** Opening The records block **

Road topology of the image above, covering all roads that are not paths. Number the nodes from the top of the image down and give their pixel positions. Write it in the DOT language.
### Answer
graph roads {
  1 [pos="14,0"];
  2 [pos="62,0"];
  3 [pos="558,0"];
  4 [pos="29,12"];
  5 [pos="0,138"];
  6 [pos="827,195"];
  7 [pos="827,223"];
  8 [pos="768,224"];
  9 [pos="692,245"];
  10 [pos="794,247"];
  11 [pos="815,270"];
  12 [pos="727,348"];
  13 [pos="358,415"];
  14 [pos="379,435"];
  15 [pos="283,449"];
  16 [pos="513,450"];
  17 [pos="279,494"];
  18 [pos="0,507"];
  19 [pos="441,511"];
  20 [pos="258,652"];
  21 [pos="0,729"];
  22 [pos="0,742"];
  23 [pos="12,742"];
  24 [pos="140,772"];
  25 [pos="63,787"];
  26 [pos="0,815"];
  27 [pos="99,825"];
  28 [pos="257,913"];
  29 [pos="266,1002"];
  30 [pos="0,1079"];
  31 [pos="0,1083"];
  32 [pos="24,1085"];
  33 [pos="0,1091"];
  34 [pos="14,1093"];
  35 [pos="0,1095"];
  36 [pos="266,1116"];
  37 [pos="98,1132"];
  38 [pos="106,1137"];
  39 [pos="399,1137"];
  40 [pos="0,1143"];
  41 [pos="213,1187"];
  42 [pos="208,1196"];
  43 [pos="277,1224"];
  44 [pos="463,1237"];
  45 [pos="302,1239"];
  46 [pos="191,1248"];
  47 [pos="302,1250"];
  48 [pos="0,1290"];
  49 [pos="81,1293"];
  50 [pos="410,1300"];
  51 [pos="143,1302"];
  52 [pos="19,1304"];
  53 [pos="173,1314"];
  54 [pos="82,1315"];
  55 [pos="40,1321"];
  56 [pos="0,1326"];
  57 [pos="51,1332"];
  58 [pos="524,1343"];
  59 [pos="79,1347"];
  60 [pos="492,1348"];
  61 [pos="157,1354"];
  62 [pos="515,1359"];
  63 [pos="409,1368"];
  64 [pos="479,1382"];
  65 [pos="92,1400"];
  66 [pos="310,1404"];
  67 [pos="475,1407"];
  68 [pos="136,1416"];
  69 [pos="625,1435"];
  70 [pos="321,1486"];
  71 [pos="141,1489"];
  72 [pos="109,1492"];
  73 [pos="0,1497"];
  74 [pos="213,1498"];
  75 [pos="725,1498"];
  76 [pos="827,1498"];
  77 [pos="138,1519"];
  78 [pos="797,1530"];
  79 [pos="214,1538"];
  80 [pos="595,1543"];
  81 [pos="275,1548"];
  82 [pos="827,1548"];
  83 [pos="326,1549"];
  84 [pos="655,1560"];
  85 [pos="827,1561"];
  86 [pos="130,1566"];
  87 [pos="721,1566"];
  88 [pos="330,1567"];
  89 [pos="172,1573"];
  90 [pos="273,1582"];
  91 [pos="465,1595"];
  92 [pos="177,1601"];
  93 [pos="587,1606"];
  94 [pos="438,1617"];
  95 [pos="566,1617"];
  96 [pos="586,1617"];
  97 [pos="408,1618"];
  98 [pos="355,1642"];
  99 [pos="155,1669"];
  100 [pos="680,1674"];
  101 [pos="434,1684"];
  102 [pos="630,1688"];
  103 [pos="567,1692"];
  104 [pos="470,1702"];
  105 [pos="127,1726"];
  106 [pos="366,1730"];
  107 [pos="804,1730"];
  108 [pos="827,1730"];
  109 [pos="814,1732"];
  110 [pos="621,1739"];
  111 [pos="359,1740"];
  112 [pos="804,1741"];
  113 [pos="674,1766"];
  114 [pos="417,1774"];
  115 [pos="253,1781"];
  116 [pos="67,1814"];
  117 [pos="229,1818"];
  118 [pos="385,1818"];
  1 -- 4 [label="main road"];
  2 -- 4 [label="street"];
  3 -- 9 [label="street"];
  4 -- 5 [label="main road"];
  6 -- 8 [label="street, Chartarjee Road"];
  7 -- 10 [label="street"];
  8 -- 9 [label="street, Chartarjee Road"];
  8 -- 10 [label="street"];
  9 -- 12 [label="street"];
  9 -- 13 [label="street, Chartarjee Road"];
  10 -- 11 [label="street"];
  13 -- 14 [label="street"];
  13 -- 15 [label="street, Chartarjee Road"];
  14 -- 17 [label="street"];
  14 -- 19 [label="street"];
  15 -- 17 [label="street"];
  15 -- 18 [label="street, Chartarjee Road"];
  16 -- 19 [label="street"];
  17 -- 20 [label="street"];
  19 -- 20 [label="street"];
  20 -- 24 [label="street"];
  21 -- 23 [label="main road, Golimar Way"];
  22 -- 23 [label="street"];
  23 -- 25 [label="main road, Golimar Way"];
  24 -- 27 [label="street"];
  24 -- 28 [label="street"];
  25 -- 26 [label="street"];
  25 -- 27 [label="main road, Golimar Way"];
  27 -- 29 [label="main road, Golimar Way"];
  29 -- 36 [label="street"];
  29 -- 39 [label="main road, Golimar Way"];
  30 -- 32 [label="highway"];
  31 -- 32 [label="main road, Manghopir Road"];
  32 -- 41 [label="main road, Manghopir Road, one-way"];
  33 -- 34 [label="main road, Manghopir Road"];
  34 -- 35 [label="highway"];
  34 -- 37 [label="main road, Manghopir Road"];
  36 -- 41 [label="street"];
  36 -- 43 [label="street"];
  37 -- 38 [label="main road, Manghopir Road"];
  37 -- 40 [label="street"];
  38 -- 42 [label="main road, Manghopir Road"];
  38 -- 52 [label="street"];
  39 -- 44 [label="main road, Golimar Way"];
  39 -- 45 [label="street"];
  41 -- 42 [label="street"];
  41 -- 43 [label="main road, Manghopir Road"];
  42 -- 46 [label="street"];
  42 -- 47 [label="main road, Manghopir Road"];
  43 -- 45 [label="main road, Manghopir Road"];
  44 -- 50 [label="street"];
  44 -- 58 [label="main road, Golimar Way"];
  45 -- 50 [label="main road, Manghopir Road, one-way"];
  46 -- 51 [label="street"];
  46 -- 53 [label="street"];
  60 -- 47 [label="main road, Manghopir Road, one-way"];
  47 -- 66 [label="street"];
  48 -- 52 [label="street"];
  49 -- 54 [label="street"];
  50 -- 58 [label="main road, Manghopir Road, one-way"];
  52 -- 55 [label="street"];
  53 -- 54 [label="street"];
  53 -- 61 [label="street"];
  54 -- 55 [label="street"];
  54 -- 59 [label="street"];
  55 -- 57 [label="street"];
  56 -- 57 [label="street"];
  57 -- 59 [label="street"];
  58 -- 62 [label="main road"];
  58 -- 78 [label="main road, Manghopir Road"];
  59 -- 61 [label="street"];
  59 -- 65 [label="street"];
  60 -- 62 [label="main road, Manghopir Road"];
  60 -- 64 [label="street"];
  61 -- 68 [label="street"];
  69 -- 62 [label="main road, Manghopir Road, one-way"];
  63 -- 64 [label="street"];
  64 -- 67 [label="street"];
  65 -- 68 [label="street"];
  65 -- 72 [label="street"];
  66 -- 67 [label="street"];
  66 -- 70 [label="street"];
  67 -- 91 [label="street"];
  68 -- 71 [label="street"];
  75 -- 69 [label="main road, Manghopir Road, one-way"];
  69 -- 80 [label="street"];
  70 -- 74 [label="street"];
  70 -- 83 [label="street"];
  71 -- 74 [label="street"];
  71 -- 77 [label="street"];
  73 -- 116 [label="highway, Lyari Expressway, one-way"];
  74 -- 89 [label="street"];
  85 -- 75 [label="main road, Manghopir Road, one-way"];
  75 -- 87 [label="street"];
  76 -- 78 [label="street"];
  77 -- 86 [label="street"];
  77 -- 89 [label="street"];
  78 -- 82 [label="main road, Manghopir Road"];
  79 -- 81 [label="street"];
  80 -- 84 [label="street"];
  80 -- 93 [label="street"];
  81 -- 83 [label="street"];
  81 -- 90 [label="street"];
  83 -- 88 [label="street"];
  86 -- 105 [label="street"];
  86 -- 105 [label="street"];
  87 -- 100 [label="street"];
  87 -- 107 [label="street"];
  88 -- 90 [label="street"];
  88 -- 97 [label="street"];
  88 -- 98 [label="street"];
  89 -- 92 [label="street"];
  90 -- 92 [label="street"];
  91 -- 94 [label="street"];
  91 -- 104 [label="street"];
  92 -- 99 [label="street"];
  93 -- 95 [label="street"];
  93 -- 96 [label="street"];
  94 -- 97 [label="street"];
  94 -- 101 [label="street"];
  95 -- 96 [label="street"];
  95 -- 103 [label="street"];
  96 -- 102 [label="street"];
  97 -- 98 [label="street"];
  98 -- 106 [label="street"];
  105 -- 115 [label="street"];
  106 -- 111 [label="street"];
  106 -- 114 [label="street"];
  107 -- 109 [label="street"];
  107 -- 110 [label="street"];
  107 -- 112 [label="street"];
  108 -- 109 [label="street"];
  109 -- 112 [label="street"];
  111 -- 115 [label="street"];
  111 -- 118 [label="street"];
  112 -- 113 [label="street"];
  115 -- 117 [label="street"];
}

** Closing The records block **

Wherever a line in the data above holds the word "highway", copy that line.

  30 -- 32 [label="highway"];
  34 -- 35 [label="highway"];
  73 -- 116 [label="highway, Lyari Expressway, one-way"];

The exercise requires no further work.